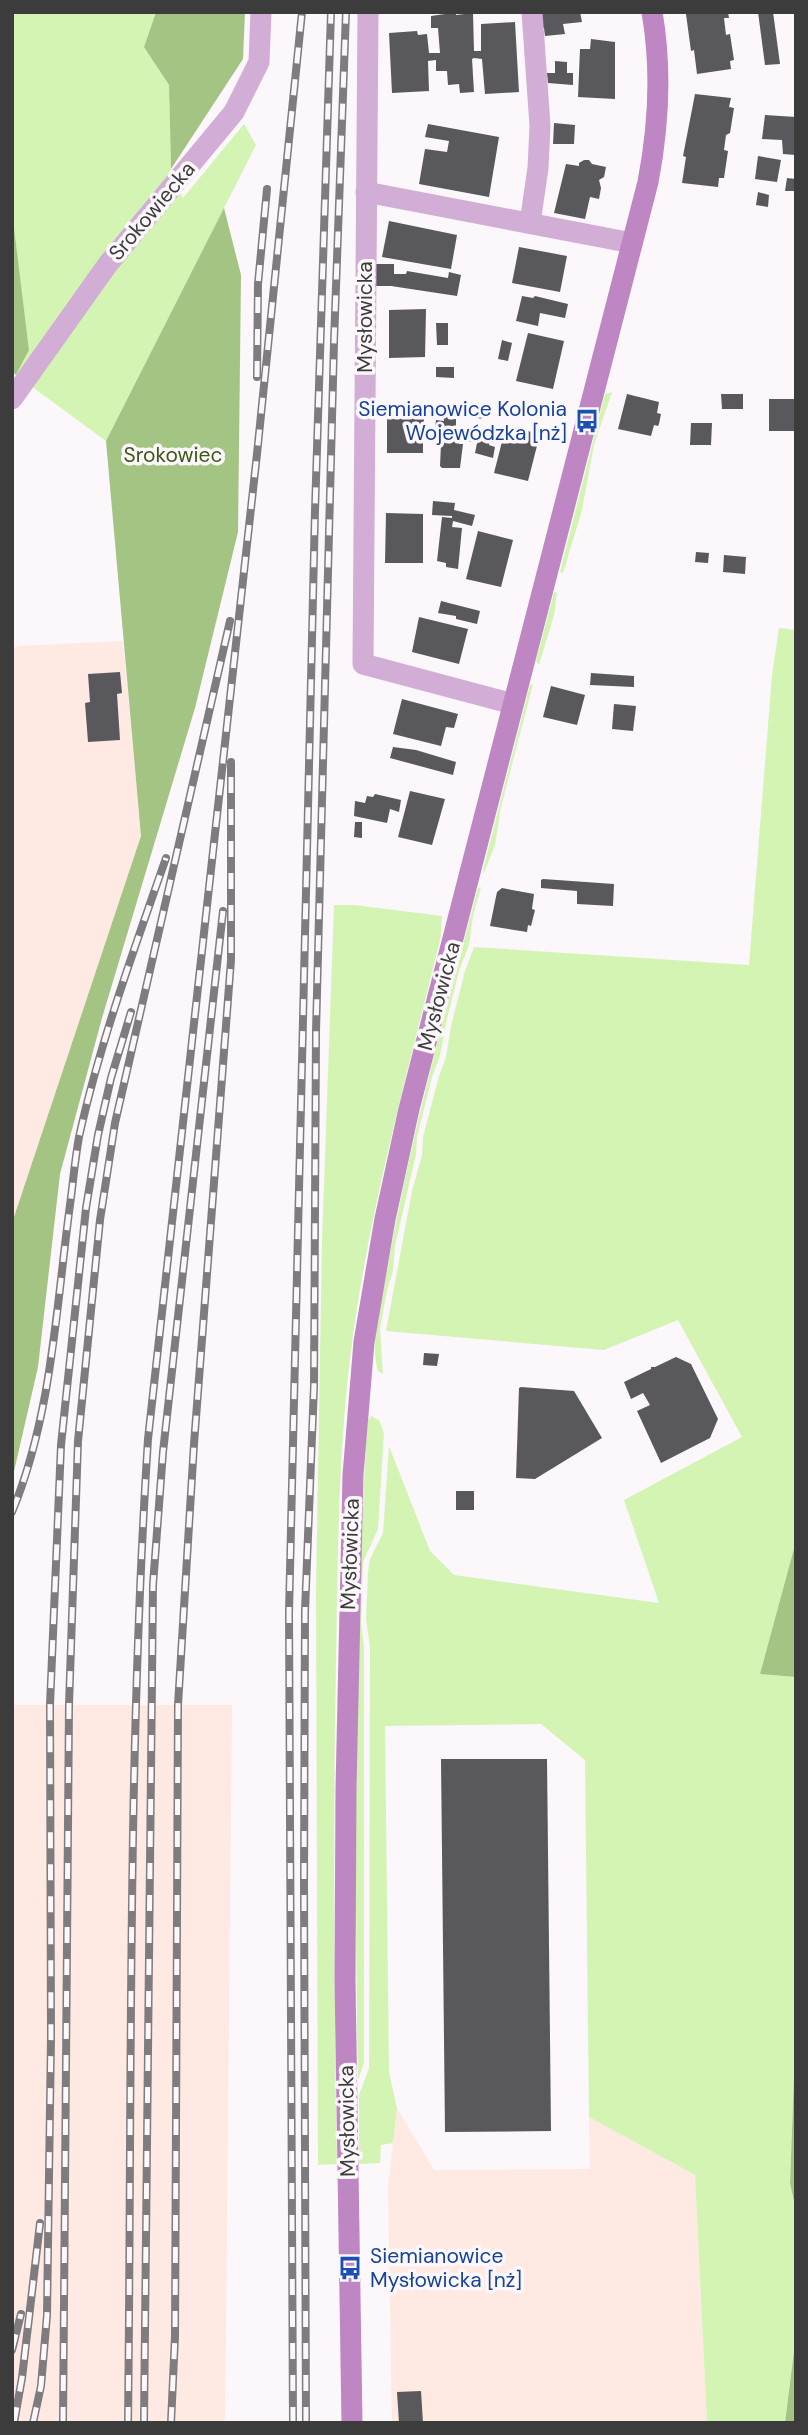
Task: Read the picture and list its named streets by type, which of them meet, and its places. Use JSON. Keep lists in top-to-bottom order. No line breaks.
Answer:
{"streets":{"street":["Srokowiecka","Mysłowicka"]},"parks":["Srokowiec"],"places":{"bus stop":["Siemianowice Kolonia Wojewódzka [nż]","Siemianowice Mysłowicka [nż]"]}}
* * *
--- What needs to be done ---
Print the complete listing exactly as it stands, without its pictures.

--- Expected output ---
Task: Read the picture and list its named streets by type, which of them meet, and its places. Use JSON. Keep lists in top-to-bottom order. No line breaks.
Answer:
{"streets":{"street":["Srokowiecka","Mysłowicka"]},"parks":["Srokowiec"],"places":{"bus stop":["Siemianowice Kolonia Wojewódzka [nż]","Siemianowice Mysłowicka [nż]"]}}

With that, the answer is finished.